Estevão e Edilene nasceram em Santo Estêvão, na Bahia. Num certo dia em 1992 em que Estevão foi de São Paulo para sua cidade natal visitar sua família, acabou conhecendo e se apaixonando pela jovem Edilene, se casando logo em seguida, em 1993. “Quando eu cheguei aqui a casa era diferente. Tinha o pé de roseira, mas os banquinhos eram feitos de madeira com bambu.”, afirmou. “Depois que ele arrancou a roseira, ele começou a colocar outras plantas, criando um jardim suspenso. Aí ele também pregou na parede um prato que tinha quebrado, achou bonito e começou.” Esse prato foi o primeiro de uma infinidade de objetos que depois seriam grudados na casa dos Conceição. Hoje os pratos estão acompanhados de bules, carrinhos, santos, máscaras, telefones, calculadoras, bonecas, colares, tampinhas de garrafas, cápsulas de Nespresso, e muitos outros objetos que, graças à sensibilidade de Estevão, viraram lindas decorações. A sensação que dá ao entrar pela porta da casa é de que você precisa de uns bons dias imersos ali para conseguir olhar e absorver com calma todo aquele minucioso trabalho que foi feito com tanta dedicação em quase três décadas. “Ele trabalha muito aqui, vai a bazar comprar os objetos, vai na 25 de março comprar bolinha de gude ou na Vila Madalena. Tem vezes que ele sai pra comprar até no seu horário de almoço do trabalho. E ainda tem o segundo e o terceiro andar pra fazer, e ele diz que seu sonho é terminar essa casa.” Uma famosa casa feita praticamente de esforço, arame e concreto, mas que também é o lar da família composta pelo casal e por seus filhos, Stefania, de 18 anos, que é Miss Paraisópolis, e Enrique, de 10. “Meus filhos gostam muito de morar aqui. Os amigos do Enrique vem aqui, ficam brincando, sobem lá pra cima.”, disse.

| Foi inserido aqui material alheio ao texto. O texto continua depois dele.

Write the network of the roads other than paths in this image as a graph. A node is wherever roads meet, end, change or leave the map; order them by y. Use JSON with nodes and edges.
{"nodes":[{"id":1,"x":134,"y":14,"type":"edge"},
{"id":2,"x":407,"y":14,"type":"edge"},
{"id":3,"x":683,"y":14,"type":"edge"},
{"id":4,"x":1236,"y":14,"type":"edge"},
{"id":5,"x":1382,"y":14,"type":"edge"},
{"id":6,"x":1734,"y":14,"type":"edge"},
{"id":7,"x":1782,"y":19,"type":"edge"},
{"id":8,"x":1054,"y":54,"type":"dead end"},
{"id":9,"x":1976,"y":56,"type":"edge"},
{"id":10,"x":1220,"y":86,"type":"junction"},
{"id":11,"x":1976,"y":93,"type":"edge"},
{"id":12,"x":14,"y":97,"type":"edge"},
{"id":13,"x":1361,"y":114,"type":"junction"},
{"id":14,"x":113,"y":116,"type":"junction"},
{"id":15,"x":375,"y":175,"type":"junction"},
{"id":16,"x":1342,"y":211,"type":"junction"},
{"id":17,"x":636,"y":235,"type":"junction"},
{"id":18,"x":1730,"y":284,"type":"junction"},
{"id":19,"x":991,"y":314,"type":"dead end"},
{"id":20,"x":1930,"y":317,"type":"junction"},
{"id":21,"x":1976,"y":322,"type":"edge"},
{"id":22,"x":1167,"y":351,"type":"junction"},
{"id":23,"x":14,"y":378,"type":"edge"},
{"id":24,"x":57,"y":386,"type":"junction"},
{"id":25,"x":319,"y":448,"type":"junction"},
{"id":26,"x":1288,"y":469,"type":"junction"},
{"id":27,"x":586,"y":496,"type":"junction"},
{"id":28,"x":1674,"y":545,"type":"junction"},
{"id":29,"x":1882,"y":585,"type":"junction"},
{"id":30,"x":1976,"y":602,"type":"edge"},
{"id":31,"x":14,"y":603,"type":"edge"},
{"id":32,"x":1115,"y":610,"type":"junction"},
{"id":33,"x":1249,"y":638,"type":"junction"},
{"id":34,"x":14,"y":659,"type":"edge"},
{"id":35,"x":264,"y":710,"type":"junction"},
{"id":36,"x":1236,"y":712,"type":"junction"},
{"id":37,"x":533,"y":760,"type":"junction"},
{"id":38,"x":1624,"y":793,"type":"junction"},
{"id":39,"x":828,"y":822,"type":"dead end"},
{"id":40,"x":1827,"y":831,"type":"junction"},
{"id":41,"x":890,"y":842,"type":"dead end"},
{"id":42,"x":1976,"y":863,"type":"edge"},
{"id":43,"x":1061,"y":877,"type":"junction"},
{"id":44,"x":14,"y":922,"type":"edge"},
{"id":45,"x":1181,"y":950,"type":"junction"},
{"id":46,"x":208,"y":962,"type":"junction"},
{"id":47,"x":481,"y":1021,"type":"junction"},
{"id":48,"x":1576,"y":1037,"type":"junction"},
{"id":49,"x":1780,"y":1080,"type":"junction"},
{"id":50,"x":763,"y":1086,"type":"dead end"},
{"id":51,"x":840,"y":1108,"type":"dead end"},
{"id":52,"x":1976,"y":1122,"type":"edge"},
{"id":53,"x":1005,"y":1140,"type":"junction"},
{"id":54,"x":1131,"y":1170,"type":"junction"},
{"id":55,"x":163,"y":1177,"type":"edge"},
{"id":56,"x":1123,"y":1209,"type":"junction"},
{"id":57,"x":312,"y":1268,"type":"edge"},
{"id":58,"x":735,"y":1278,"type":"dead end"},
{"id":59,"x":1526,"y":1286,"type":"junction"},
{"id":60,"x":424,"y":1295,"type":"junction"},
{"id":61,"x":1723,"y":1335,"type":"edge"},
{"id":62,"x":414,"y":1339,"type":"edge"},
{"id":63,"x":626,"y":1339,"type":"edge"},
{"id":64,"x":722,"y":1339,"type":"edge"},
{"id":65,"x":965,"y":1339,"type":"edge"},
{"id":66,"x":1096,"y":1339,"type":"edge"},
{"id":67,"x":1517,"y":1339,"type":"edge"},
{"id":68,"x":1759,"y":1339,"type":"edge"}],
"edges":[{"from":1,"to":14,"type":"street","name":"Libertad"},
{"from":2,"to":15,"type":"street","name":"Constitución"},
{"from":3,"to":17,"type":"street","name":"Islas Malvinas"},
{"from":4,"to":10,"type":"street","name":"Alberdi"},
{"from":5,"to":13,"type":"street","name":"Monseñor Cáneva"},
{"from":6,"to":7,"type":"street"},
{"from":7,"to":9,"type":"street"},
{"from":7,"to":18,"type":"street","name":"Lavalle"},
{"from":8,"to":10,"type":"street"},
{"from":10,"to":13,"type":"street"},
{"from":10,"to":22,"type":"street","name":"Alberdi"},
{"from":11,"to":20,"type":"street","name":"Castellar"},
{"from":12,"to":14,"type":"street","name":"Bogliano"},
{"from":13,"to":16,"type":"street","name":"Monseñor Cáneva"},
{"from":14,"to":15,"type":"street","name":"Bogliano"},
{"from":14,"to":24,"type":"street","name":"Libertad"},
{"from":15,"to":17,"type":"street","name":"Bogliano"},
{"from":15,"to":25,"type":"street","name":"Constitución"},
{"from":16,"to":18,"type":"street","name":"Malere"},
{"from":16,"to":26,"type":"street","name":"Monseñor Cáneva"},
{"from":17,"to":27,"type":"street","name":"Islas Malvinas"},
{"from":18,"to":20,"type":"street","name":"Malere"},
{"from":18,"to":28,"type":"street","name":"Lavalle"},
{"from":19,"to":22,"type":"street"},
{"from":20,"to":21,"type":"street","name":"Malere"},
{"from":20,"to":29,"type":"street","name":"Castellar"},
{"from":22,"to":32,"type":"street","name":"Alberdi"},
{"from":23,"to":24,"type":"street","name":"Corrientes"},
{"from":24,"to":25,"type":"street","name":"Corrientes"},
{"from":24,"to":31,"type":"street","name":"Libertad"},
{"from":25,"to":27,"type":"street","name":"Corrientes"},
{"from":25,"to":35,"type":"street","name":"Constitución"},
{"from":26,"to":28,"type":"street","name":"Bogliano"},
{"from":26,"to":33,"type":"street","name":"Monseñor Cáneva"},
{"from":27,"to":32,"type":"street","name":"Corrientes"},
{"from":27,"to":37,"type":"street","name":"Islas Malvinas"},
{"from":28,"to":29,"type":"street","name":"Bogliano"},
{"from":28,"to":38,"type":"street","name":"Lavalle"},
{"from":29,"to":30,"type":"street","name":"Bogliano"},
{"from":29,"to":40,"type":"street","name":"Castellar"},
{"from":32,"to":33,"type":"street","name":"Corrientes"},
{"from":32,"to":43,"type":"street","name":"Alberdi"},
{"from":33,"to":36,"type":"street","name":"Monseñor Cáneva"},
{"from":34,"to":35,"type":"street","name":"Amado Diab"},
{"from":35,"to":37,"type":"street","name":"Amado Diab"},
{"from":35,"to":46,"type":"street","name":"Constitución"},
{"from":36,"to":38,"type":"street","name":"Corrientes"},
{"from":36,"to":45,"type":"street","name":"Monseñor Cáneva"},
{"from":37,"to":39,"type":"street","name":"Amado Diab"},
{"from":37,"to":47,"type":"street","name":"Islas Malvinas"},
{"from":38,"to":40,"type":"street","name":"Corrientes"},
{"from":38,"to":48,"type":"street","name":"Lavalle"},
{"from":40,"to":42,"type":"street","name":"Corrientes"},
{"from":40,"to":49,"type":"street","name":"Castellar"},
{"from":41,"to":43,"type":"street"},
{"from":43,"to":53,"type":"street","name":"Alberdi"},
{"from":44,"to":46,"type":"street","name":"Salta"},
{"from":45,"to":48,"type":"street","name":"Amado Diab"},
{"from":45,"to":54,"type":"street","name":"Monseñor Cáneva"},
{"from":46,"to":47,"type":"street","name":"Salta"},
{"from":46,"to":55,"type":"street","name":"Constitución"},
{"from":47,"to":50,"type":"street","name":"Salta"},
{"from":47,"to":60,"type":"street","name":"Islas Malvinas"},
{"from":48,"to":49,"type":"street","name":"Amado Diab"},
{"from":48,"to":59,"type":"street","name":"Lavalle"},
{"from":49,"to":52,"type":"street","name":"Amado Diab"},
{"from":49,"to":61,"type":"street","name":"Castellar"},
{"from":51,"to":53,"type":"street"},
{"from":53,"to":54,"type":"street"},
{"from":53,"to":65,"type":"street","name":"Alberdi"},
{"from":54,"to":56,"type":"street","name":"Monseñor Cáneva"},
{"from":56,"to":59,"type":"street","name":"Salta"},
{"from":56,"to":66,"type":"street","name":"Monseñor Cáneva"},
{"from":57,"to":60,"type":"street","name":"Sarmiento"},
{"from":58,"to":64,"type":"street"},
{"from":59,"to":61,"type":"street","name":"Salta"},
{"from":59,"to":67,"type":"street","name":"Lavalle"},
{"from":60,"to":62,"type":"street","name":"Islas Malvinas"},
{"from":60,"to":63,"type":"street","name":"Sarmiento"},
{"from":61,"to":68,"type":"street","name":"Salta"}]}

A casa é composta pela Casa de Pedra, onde fica a entrada, a salinha em que fui
recebida e onde se dá o acesso ao jardim suspenso, que fica no terceiro andar. Ao fundo fica a Casa das Estrelas, um lugar mais reservado para a família de Estevão, feita de madeira, onde tem uma salinha com TV, a cozinha, e subindo para o segundo andar o banheiro e três quartos. Essa área é chamada assim porque no teto de todos os cômodos há estrelinhas de madeira pintadas e desse modo, mais uma vez, me encontrei com a sutileza e a poesia daquilo que é tocado pelas mãos de Estevão.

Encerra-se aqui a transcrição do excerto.